AmbientModern Classical

Félicia Atkinson & Jefre Cantu-Ledesma

Un hiver en plein été

Shelter Press

デンシノオト   Dec 21,2021 UP

 フランスのエクスペリメンタル・アンビエント・ミュージック・アーティストのフェリシア・アトキンソン(エクスペリメンタル・レーベル〈Shelter Press〉運営者としても知られている)と、アメリカのノイズ・アンビエント・アーティストのジェフリー・キャントゥ=レデスマ(Tarentel、The Alps としても活動し、〈RootStrata〉の共同創設者としても知られている)の新作コラボレーション・アルバムが〈Shelter Press〉からリリースされた。
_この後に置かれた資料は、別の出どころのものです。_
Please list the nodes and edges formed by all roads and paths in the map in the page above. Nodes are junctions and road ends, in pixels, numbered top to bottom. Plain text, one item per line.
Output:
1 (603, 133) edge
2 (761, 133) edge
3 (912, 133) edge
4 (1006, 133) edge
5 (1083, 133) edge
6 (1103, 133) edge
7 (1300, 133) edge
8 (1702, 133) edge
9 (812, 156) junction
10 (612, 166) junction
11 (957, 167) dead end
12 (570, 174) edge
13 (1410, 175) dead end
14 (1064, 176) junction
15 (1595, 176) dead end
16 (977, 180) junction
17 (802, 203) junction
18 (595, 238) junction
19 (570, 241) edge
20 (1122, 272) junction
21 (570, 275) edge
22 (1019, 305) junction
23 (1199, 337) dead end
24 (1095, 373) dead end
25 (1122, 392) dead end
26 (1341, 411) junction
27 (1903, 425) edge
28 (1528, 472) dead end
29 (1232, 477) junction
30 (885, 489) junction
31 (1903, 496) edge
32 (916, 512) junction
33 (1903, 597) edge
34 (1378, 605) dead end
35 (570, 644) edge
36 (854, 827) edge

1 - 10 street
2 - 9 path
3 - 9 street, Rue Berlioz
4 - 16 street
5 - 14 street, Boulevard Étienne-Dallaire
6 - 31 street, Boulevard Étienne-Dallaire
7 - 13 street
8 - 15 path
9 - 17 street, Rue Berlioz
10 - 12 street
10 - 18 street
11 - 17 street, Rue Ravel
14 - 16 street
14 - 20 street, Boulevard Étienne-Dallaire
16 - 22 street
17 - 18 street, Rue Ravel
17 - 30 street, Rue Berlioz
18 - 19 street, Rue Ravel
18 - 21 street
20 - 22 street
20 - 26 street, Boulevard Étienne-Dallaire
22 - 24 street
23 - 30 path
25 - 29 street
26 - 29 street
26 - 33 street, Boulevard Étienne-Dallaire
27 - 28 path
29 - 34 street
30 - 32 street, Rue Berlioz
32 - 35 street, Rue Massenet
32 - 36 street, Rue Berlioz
 「真夏の冬」と題されたこのアルバムは2021年の新しいアンビエント・ミュージックにおける最高の達成のひとつである。サウンドの質、構造、構成、そのどれもが瀟洒なガラス細工のように磨き上げられているのだ。澄んでいて透明。精密でやわらか。部屋に流しているだけで空間の凜とした空気が変わる。まさに「真夏の冬」のごとき音響作品である。美しくて浮遊するようなサウンドスケープは絶品としか言いようがない。
 
 フェリシア・アトキンソンとジェフリー・キャントゥ=レデスマのコラボレーション・アルバムは今回が初ではない。2016年に『Comme Un Seul Narcisse』、2018年に『Limpid As The Solitudes』の二作を〈Shelter Press〉からすでに発表している。どちらも10年代のエクスペリメンタル・ミュージックを代表するといっていいアルバムである。ちなみにこれら二作のアルバムは、ギー・ドゥボール、ボードレール、ブリオン・ガイシン、シルヴィア・プラスなどから導かれたコンセプトや引用によって成り立っているというのだから、このふたりの文学や芸術への造詣の深さもわかるというものである。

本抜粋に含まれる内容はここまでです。